Esitò a rispondere e la sua voce si accentò ancora di più di imbarazzo.

«E lei? Lei, come se fosse la cosa più normale del mondo, mi ha detto che tua figlia le ha confidato in segreto che quando è nata aveva il pisello, ma una strega cattiva glielo ha fatto cadere, lasciandole per dispetto la patatina. Alla fine hanno pure litigato, perché Rossella le ha detto che non era vero niente, che non era possibile e Martina si è arrabbiata».
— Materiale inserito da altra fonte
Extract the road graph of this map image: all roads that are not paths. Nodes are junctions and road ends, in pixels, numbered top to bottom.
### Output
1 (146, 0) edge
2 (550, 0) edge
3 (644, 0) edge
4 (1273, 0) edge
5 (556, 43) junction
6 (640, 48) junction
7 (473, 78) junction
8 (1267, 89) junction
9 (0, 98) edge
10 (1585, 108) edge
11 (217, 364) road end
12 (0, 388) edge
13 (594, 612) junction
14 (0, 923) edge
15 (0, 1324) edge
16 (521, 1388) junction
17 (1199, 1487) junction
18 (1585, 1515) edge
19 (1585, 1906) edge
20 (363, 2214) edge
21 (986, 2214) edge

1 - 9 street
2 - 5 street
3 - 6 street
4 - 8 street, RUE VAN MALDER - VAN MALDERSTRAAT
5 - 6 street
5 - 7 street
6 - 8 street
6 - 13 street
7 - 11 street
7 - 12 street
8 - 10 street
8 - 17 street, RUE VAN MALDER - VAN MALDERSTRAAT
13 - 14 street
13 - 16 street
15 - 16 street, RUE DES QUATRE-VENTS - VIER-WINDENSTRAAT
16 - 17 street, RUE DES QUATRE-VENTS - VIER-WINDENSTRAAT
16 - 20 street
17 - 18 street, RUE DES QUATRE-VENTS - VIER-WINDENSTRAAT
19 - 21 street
Le nostre figlie, praticamente cresciute insieme, avevano circa cinque anni. Questa conversazione, all’epoca, finì in una vigliacca risata ipocrita, che nascose a dovere l’allarme che invece risuonò subdolo e predittivo di tutto il dolore e la tragedia che di lì a qual che anno avrebbero travolto me e la mia famiglia. Se, da un lato, mi chiedo chi diavolo avrebbe mai dato ascolto seriamente ad una sciocchezza simile, dall’altro non passa giorno in cui non mi torturi con il dubbio che, intervenendo subito, avremmo potuto cambiare il corso degli eventi.

 

L’autrice

Anna De Santis è nata in provincia di Napoli nel gennaio del 1968 e ha frequentato il liceo classico “Benedetto Croce” di Torre Annunziata.

Fisioterapista di professione, scrittrice e lettrice per passione. La fisioterapia, per lei, è fonte inesauribile di esperienza umana, mentre la lettura e la scrittura, insieme al grande amore per il mare e per lo sport, sono le sue ‘pillole salvavita’.

Prima di ogni cosa, però, è mamma ed è proprio questo suo ruolo ad averla spinta a pubblicare questa storia.

In questo esordio come scrittrice si legge più di ogni altra cosa il desiderio di condividere la propria esperienza, nella ricerca di uno scambio osmotico con il lettore, chiamato a passare da destinatario ad ambasciatore di un messaggio di accettazione delle diversità.